Three pointers to get you started:

Communication

  • forums: discuss implementations, research, etc. https://discuss.pytorch.org
  • GitHub issues: bug reports, feature requests, install issues, RFCs, thoughts, etc.
  • Slack: general chat, online discussions, collaboration etc. https://pytorch.slack.com/ . Our slack channel is invite-only to promote a healthy balance between power-users and beginners. If you need a slack invite, ping us at slack@pytorch.org
  • newsletter: no-noise, one-way email newsletter with important announcements about pytorch. You can sign-up here: https://eepurl.com/cbG0rv

Releases and Contributing

PyTorch has a 90 day release cycle (major releases). Its current state is Beta, we expect no obvious bugs. Please let us know if you encounter a bug by filing an issue.

We appreciate all contributions. If you are planning to contribute back bug-fixes, please do so without any further discussion.
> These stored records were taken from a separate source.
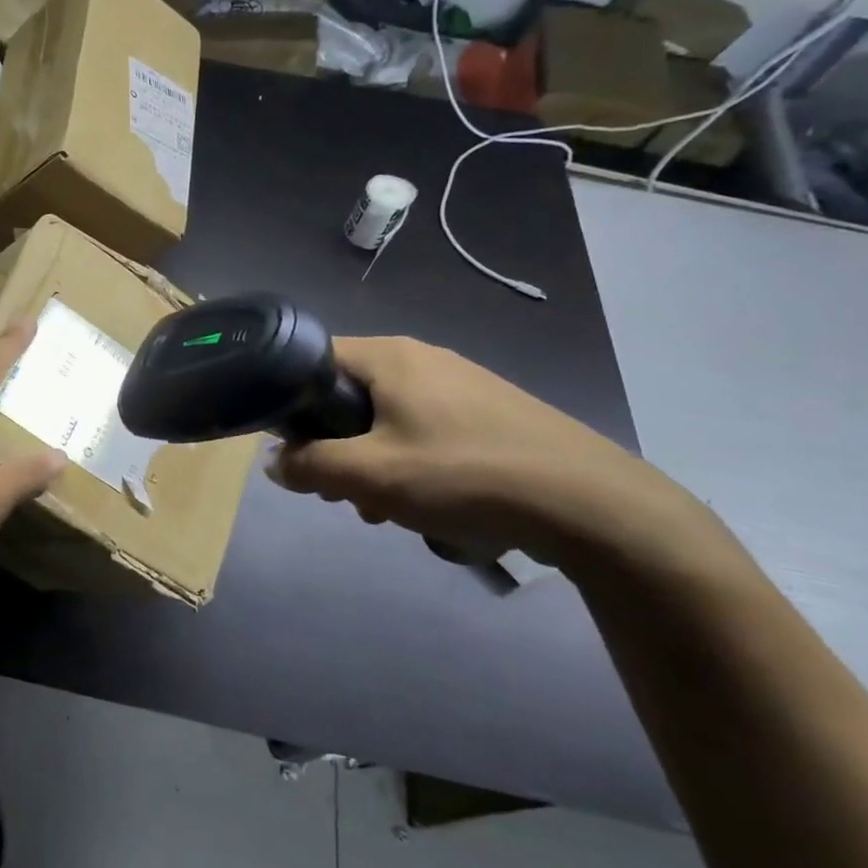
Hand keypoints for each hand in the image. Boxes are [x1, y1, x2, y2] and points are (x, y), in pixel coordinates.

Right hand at [269, 337, 722, 574]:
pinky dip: (415, 467)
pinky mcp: (490, 415)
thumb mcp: (371, 476)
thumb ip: (309, 466)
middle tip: (344, 492)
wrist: (593, 506)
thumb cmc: (465, 475)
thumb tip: (275, 463)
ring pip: (388, 421)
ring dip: (375, 465)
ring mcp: (462, 385)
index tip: (295, 449)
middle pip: (349, 395)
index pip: (312, 359)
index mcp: (389, 356)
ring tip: (390, 511)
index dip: (291, 402)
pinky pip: (427, 434)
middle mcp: (423, 359)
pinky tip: (435, 507)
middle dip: (336, 447)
If you plan to contribute new features, utility functions or extensions to the core, please first open an issue and discuss the feature with us. Sending a PR without discussion might end up resulting in a rejected PR, because we might be taking the core in a different direction than you might be aware of.

The Team

PyTorch is a community driven project with several skillful engineers and researchers contributing to it.

PyTorch is currently maintained by Adam Paszke, Sam Gross, Soumith Chintala and Gregory Chanan with major contributions coming from 10s of talented individuals in various forms and means. A non-exhaustive but growing list needs to mention: Trevor Killeen, Sasank Chilamkurthy, Sergey Zagoruyko, Adam Lerer, Francisco Massa, Alykhan Tejani, Luca Antiga, Alban Desmaison, Andreas Kopf, James Bradbury, Zeming Lin, Yuandong Tian, Guillaume Lample, Marat Dukhan, Natalia Gimelshein, Christian Sarofeen, Martin Raison, Edward Yang, Zachary Devito.

Note: this project is unrelated to hughperkins/pytorch with the same name. Hugh is a valuable contributor in the Torch community and has helped with many things Torch and PyTorch.

License

PyTorch is BSD-style licensed, as found in the LICENSE file.